Bhatukeshwar Dutt, Bhagat Singh’s partner in revolt has Ballari connection

The entire world remembers the sacrifice of India’s greatest revolutionary Bhagat Singh.

BALLARI: Not many know what happened to Bhatukeshwar Dutt, the man who was tried along with legendary Bhagat Singh, after his arrest. He was sentenced to ‘Kaala Pani,’ but prior to that he was housed in Ballari Central Prison.

The entire world remembers the sacrifice of India’s greatest revolutionary Bhagat Singh. But Bhatukeshwar Dutt, his partner in bombing Central Legislative Assembly in New Delhi in April 1929 lived and died an isolated death. The duo, the members of Hindustan Socialists Republic Association, surrendered to the police and later were tried for Lahore Conspiracy case and they were sentenced in this connection. Bhagat Singh, Sukhdev and Rajguru were handed a death sentence.

Bhatukeshwar Dutt (known as B K Dutt) along with others were shifted to various jails in Madras Presidency.  This is the extract that is available in historical records so far.“But the fact is that Dutt, along with Mahaveer Singh and Dr Jaya Prasad, his fellow revolutionaries, who were arrested and imprisoned for waging war against the British Crown and assisting in the assassination of police officer Saunders, were housed in Ballari Central Prison,” says T Govinda Vittal, secretary, Gandhi Bhavan, Ballari, who remembers him as an unsung hero of Independence Day.

According to Vittal, the revolutionaries were housed here for a period of two years. He said Dutt and others inspired freedom movement in Ballari and this led to establishment of the famed Malla Sajjana Vyayamashala, which later became the outpost for freedom movement in this British stronghold.
But tragically, the jail authorities could not find any official records prior to 1940. But they said the revolutionaries were housed here for a brief period, before being shifted to Cellular Jail in Port Blair in Andaman.

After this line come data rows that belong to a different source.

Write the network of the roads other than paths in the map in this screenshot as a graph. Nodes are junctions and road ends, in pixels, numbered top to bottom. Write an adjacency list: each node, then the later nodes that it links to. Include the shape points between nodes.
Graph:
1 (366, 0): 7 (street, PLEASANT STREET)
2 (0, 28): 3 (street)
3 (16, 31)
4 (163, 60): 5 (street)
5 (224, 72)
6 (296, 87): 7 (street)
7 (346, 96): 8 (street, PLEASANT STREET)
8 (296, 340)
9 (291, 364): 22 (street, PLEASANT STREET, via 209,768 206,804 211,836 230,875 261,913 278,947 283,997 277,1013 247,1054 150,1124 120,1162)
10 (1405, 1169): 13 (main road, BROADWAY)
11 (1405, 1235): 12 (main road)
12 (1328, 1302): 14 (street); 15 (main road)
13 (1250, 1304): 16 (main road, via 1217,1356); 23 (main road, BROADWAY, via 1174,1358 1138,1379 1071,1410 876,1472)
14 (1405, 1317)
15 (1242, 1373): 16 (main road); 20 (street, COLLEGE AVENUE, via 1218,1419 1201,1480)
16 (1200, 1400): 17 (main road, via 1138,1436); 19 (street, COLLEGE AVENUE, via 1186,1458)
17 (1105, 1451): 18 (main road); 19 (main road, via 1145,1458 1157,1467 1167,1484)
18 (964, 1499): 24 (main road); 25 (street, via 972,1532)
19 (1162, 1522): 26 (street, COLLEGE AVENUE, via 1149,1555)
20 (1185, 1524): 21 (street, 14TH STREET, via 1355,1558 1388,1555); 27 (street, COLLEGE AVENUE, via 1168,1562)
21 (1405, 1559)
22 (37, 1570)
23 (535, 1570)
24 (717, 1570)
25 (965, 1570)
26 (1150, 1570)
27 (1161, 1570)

However, the only reference to Ballari and Dutt is found in a letter by revolutionary Mahaveer Singh, where he mentions that he along with B K Dutt and Jaya Prasad were in Ballari jail and were taken to an undisclosed location. The letter dated January 23, 1933 gives an insight on how the revolutionaries were transported to their ‘holy land’ (as he refers to cellular jail in his letter).

Singh died in Cellular Jail due to force-feeding the same year in May. He along with 30 others resorted to hunger strike over the treatment meted out to them in the prison. Dutt was the only the survivor who outlived all the revolutionaries. After his release from the jail, he participated in Quit India Movement and was imprisoned. He lived a life of poverty and died in 1965 without any recognition.